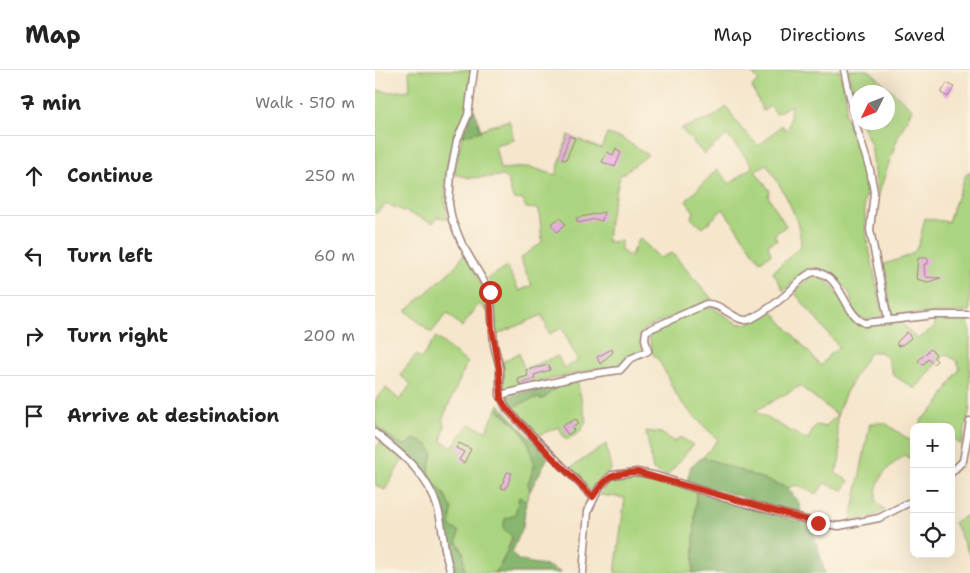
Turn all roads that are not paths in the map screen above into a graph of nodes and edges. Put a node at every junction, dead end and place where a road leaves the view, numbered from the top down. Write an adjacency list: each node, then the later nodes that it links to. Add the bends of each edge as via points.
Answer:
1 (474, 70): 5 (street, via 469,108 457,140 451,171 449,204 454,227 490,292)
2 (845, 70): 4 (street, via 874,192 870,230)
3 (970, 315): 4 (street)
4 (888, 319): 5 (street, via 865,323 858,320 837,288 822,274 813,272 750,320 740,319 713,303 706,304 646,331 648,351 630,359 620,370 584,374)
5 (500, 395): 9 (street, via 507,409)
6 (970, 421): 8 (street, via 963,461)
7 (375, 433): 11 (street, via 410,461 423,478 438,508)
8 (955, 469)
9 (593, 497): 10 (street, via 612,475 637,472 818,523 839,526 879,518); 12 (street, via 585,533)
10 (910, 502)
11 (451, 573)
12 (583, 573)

————————

DIRECTIONS FOR THIS TASK: Go through the entries above and write them out again exactly, images left behind.

ANSWER BOX:
Turn all roads that are not paths in the map screen above into a graph of nodes and edges. Put a node at every junction, dead end and place where a road leaves the view, numbered from the top down. Write an adjacency list: each node, then the later nodes that it links to. Add the bends of each edge as via points.
Answer:
1 (474, 70): 5 (street, via 469,108 457,140 451,171 449,204 454,227 490,292)
2 (845, 70): 4 (street, via 874,192 870,230)
3 (970, 315): 4 (street)
4 (888, 319): 5 (street, via 865,323 858,320 837,288 822,274 813,272 750,320 740,319 713,303 706,304 646,331 648,351 630,359 620,370 584,374)
5 (500, 395): 9 (street, via 507,409)
6 (970, 421): 8 (street, via 963,461)
7 (375, 433): 11 (street, via 410,461 423,478 438,508)
8 (955, 469)
9 (593, 497): 10 (street, via 612,475 637,472 818,523 839,526 879,518); 12 (street, via 585,533)
10 (910, 502)
11 (451, 573)
12 (583, 573)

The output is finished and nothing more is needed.